New discoveries keep exceeding oil output



The chief economist for the Centre for Global Energy Studies (CGES), Leo Drollas, said discoveries are continuing apace, including giant fields such as Kashagan in Kazakhstan, and the Tupi field offshore Brazil.

Between combustion in a power plant and delivery at the home, 65% of the energy in gas is lost, compared with 10% from microgeneration.


"The world has not had net depletion of reserves for decades. We should not be worrying about depletion, but about getting the oil out of the ground," Drollas said.

What would bring prices down would be the effects of a shrinking economy, Barroso said.

The CGES was far more bearish than the International Energy Agency, he said, but the IEA last month lowered its world oil demand growth estimate for this year from 2.2 million b/d to 800,000 b/d, just higher than the CGES' estimate, from last year, of 600,000 b/d, which it produced during the US mortgage crisis.

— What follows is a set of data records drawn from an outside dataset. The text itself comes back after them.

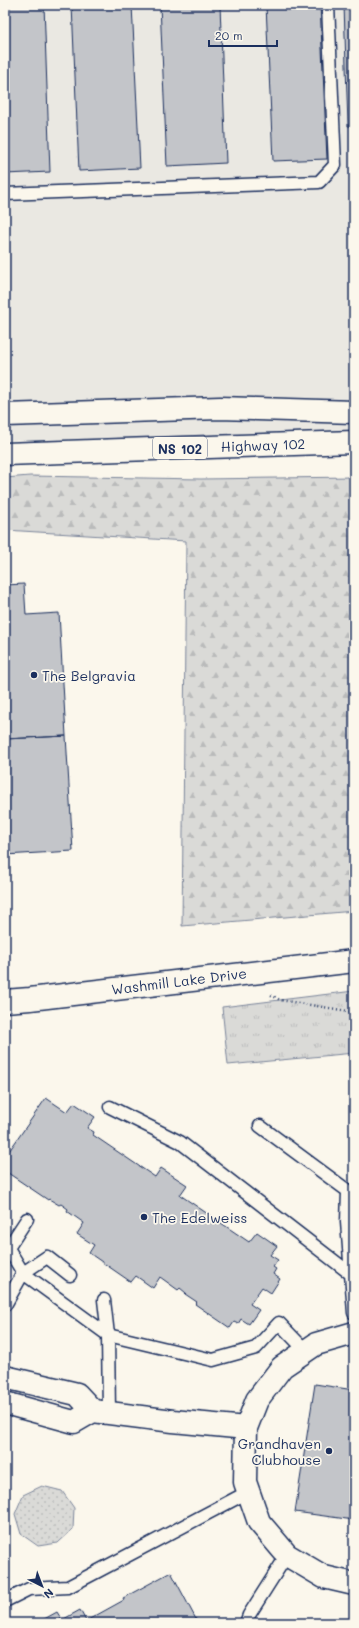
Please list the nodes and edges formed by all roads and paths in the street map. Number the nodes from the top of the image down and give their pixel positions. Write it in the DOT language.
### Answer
graph roads {
  1 [pos="328,5"];
  2 [pos="5,194"];
  3 [pos="354,412"];
  4 [pos="5,415"];
  5 [pos="354,442"];
  6 [pos="5,454"];
  7 [pos="354,961"];
  8 [pos="270,994"];
  9 [pos="5,1001"];
  10 [pos="354,1012"];
  11 [pos="110,1107"];
  12 [pos="260,1126"];
  13 [pos="27,1219"];
  14 [pos="351,1222"];
  15 [pos="23,1273"];
  16 [pos="352,1274"];
  17 [pos="70,1275"];
  18 [pos="104,1300"];
  19 [pos="5,1305"];
  20 [pos="354,1313"];
  21 [pos="354,1333"];
  22 [pos="108,1335"];
  23 [pos="306,1351"];
  24 [pos="5,1376"];
  25 [pos="5,1403"];
  26 [pos="101,1412"];
  27 [pos="246,1428"];
  28 [pos="248,1492"];
  29 [pos="287,1555"];
  30 [pos="354,1584"];
  31 [pos="5,1602"];
  32 [pos="246,1623"];
  1 -- 2 [label="lane"];
  3 -- 4 [label="main road"];
  5 -- 6 [label="main road, Highway 102 / NS 102"];
  7 -- 9 [label="main road, Washmill Lake Drive"];
  8 -- 10 [label="path"];
  11 -- 16 [label="lane"];
  12 -- 14 [label="lane"];
  13 -- 15 [label="lane"];
  14 -- 16 [label="lane"];
  15 -- 17 [label="lane"];
  15 -- 19 [label="lane"];
  15 -- 22 [label="lane"];
  16 -- 20 [label="lane"];
  18 -- 22 [label="lane"];
  21 -- 23 [label="main road"];
  22 -- 23 [label="lane"];
  22 -- 26 [label="lane"];
  23 -- 27 [label="main road"];
  24 -- 26 [label="main road"];
  25 -- 26 [label="main road"];
  26 -- 27 [label="main road"];
  27 -- 28 [label="main road"];
  28 -- 29 [label="main road"];
  28 -- 31 [label="lane"];
  29 -- 30 [label="main road"];
  29 -- 32 [label="lane"];
}
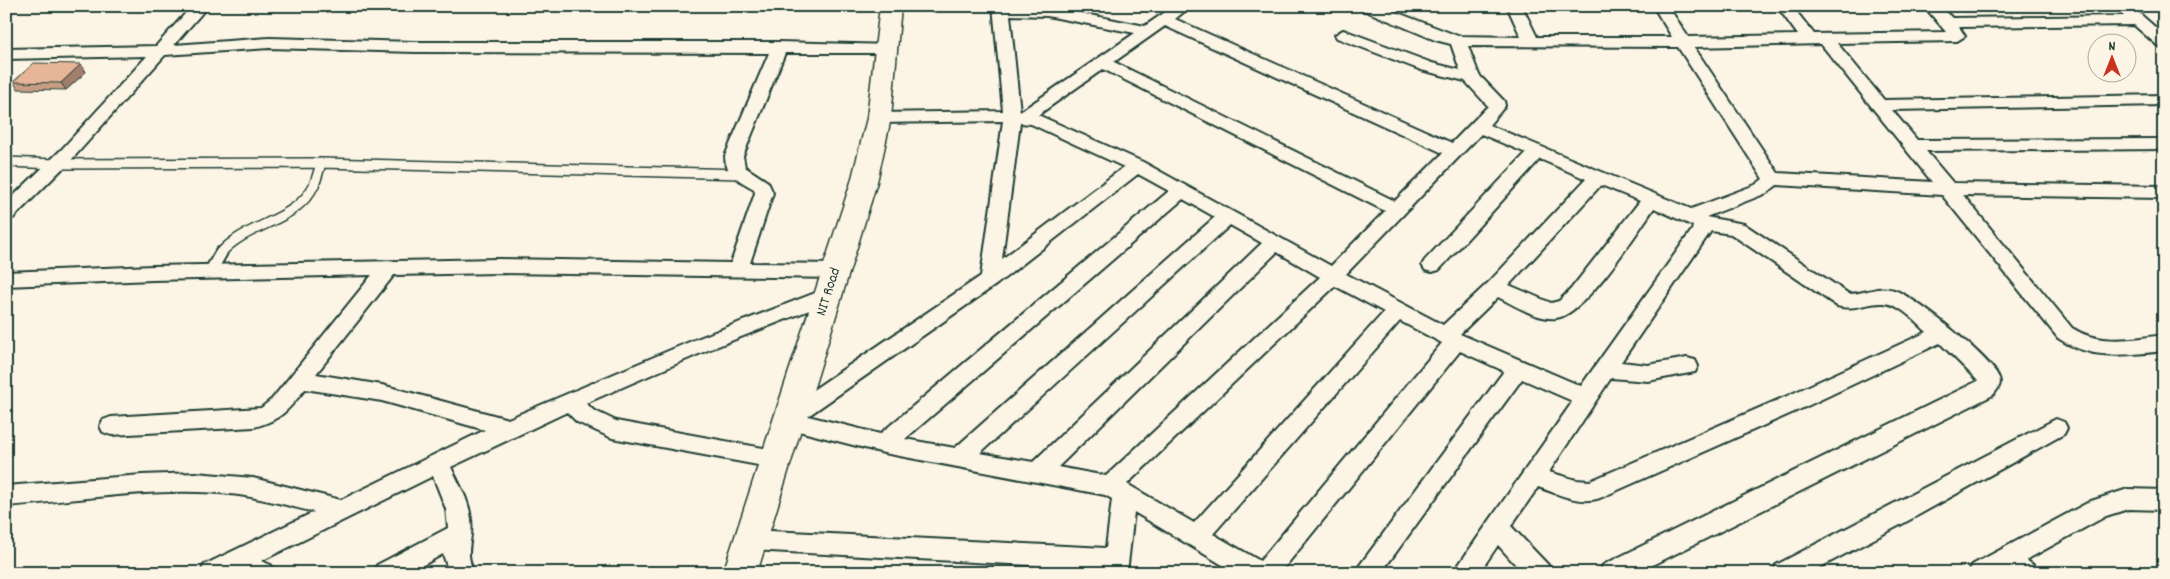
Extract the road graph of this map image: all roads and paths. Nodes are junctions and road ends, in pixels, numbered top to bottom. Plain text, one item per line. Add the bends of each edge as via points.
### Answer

"And we see even worse in 2009," Drollas said.

Production cuts or stagnation since January 2006 in OPEC producers such as Nigeria, Iran, the UAE, Venezuela and Indonesia was offset by a rise in Saudi production.

But output from the OPEC "10" - which excludes Iraq and newer members Angola and Ecuador - is still less than it was in January 2006, Drollas said.

And with declining output, stocks draws have been growing for six successive quarters.

But Drollas said with weakening demand, stocks will build again, and the combination could help push down the price of a barrel of oil to between $60 to $80 in the next few years.

His bearish view was shared by the Finnish-owned consultancy Poyry.

David Cox, head of Poyry's energy consultancy, envisaged four scenarios in which oil prices fell and none in which it rose in the near future, either because new technology reduced the need for energy, or because of either catastrophic or gradual economic decline arising from the cost of energy. "I can see oil below $100/b in six or nine months," Cox said.

UK could shrink as efficiency grows

The UK is the biggest gas market in Europe, but it is shrinking, for a number of reasons that have little to do with milder winters over the past few years.

Chief among them is price. But several speakers at the conference referred to domestic demand for gas falling owing to building regulations, better insulation and more efficient heat generation. But there could still be another dash for gas. (See map: Gas price snapshot: Jun 25 2008).

Microgeneration, by producing power as well as heat at times of the highest wholesale prices, would save households money after a period, although so far the take-up has been limited.

Centrica estimates there are still about 4 million open-flue boilers that are "incredibly wasteful" and, being made of pigiron, will never break.

It has set up a New Energy division within British Gas, under Gearoid Lane, to engage not just with the industrial and commercial end of the market to cut their costs and share some of the savings, but also with households.

But it is very difficult to part householders from their money, for green energy, Lane told the conference.

Small, local energy networks would allow more efficient use of energy, if Britain moved away from its centrally-planned network with heavy transmission losses.

National Grid (NG) and regulator Ofgem are working now on a long-term energy network scenarios projects, which looks at five possible ways the onshore gas and power grids might develop between now and 2050, progressively moving away from today's landscape of big plants and pylons towards microgeneration. (Listen to a related podcast: Consequences of rising European gas prices.)

As it is, distributed energy schemes account already for 12 GW, installed in factories, schools and elsewhere.

And much of the red tape that has held local generation schemes up in the UK could be slashed in an initiative announced June 18.

If the proposals, devised by Ofgem and government, survive, customers will find it easy to switch supplier from a national to a local generator.

Between combustion in a power plant and delivery at the home, 65% of the energy in gas is lost, compared with 10% from microgeneration, meaning less gas will be needed.

And by generating electricity at times of peak demand, and hence high wholesale prices, this system would take demand off the national electricity network and allow the deferral of peaking plant investment.

But NG's networks operations director Chris Train said that there was a "strong indication" of another dash for gas to fill the gap between the decommissioning of old coal and nuclear plants and the building of new ones - a time when the UK could have "intermittency" problems with renewable energy.